I agree. I don't want anyone touching my guns while I'm not there. A disadvantage of a trust is that you're on parity with others. They can sell items in a trust just like you can.Quote:
Personally, I didn't buy any of my NFA items to share with so I don't see that advantage.
I have my wife on my trust. I was in a bad car accident a year ago literally days before we were supposed to move. I was going to be in the hospital for a while, so my wife had some of our friends come over to move all the guns. They made the guns temporarily non-NFA, for lack of a better term, by separating the uppers on the ARs and the barrels on the shotguns. One guy took the receivers in one car and one the uppers/barrels in another car. They gave the suppressors to my wife to take. Now the chances of anything LEO related were slim, but this was a legal way to move everything.

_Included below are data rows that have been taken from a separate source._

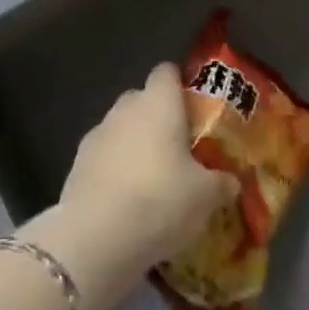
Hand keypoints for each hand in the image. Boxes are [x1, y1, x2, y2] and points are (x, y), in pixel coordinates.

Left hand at [30, 63, 237, 309]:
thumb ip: (221, 183)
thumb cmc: (160, 200)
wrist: (95, 237)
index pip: (167, 72)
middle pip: (142, 99)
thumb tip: (231, 181)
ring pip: (121, 128)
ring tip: (152, 180)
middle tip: (179, 148)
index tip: (194, 107)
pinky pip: (103, 157)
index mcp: (159, 102)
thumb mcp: (205, 197)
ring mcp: (97, 134)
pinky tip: (126, 200)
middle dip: (158, 118)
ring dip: (134, 145)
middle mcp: (126, 109)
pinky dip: (114, 170)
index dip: (180, 84)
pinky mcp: (77, 164)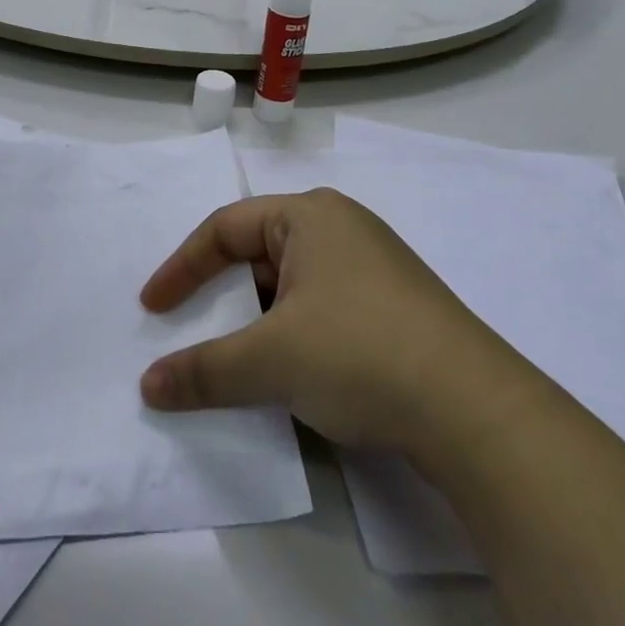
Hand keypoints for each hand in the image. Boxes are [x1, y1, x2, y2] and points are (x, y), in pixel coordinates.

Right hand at [138, 190, 509, 455]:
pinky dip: (294, 332)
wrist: (476, 411)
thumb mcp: (271, 360)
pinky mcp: (395, 305)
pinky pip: (322, 306)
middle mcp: (341, 226)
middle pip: (259, 252)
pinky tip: (294, 372)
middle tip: (193, 331)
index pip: (225, 228)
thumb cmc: (359, 352)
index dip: (182, 267)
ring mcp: (373, 265)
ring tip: (240, 359)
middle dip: (222, 294)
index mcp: (309, 214)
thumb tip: (148, 386)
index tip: (152, 308)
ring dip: (258, 319)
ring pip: (292, 284)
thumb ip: (204, 370)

ETA: My wife could look in the safe and not tell you what anything is, and has no idea what the NFA is. When I told her I was putting her on the trust, she said “I guess I own a gun now.” I’m not worried about her selling anything. Of course she also drove around with a couple suppressors in her glovebox the entire time I was in the hospital and rehab simply because she didn’t know any better, so there’s that.
ETA: In case anyone is wondering, I found the section that states that removing the NFA “feature” renders the NFA item no longer NFA:
"Section 2.5 Removal of firearms from the scope of the NFA by modification/elimination of
components.
Firearms, except machineguns and silencers, that are subject to the NFA fall within the various
definitions due to specific features. If the particular feature that causes a firearm to be regulated by the
NFA is eliminated or modified, the resulting weapon is no longer an NFA weapon."